[SOURCE MATERIAL Boundary: Start]
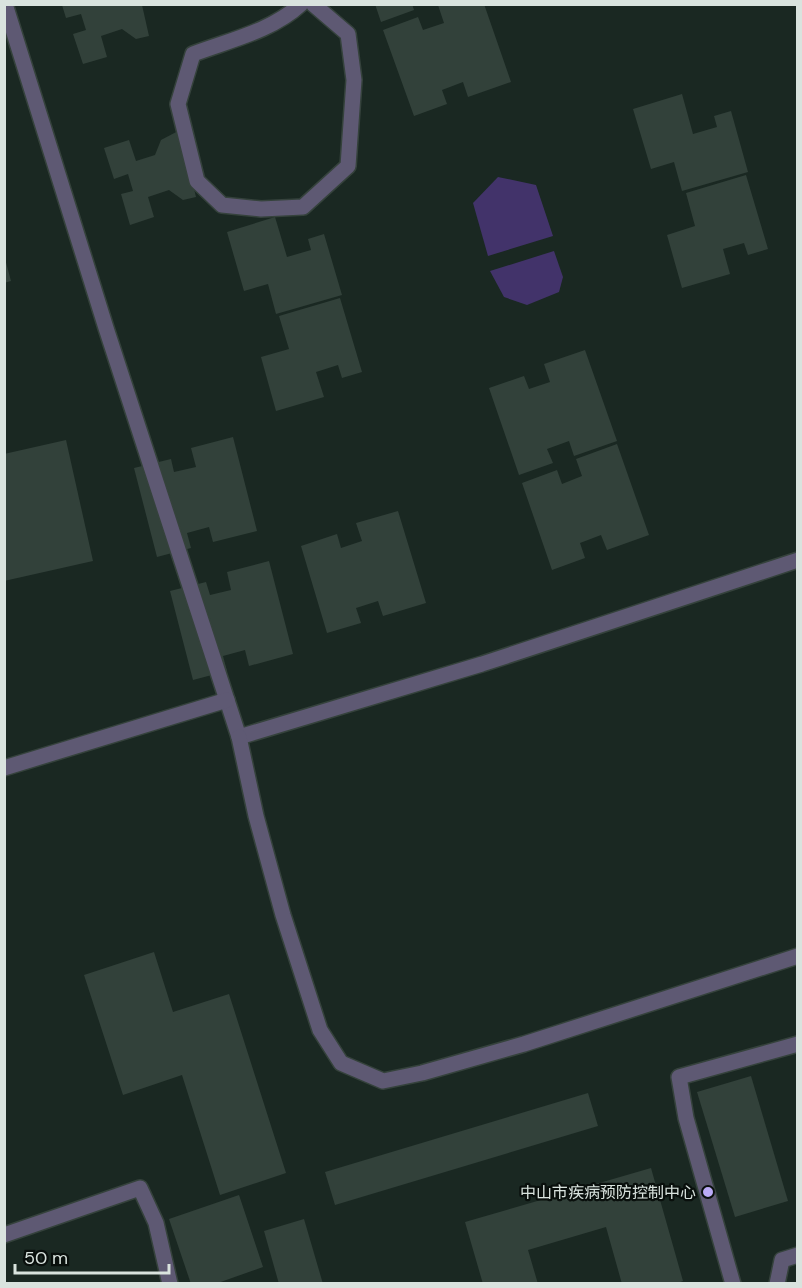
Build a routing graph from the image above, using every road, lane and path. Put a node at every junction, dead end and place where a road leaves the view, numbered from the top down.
1 (5, 4) edge
2 (301, 4) edge
3 (313, 4) edge
4 (798, 560) edge
5 (227, 700) junction
6 (238, 737) junction
7 (4, 768) edge
8 (798, 956) edge
9 (798, 1044) edge
10 (4, 1235) edge
11 (798, 1255) edge
12 (170, 1284) edge
13 (734, 1284) edge
14 (777, 1284) edge

1 - 5 street
2 - 3 street
4 - 6 street
5 - 6 street
5 - 7 street
6 - 8 street
9 - 13 street
10 - 12 street
11 - 14 street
[SOURCE MATERIAL Boundary: End]
» **WHAT THE TASK ASKS**
Write out the whole listing exactly, and drop the pictures.

» **WRITTEN ANSWER**
Build a routing graph from the image above, using every road, lane and path. Put a node at every junction, dead end and place where a road leaves the view, numbered from the top down.
1 (5, 4) edge
2 (301, 4) edge
3 (313, 4) edge
4 (798, 560) edge
5 (227, 700) junction
6 (238, 737) junction
7 (4, 768) edge
8 (798, 956) edge
9 (798, 1044) edge
10 (4, 1235) edge
11 (798, 1255) edge
12 (170, 1284) edge
13 (734, 1284) edge
14 (777, 1284) edge

1 - 5 street
2 - 3 street
4 - 6 street
5 - 6 street
5 - 7 street
6 - 8 street
9 - 13 street
10 - 12 street
11 - 14 street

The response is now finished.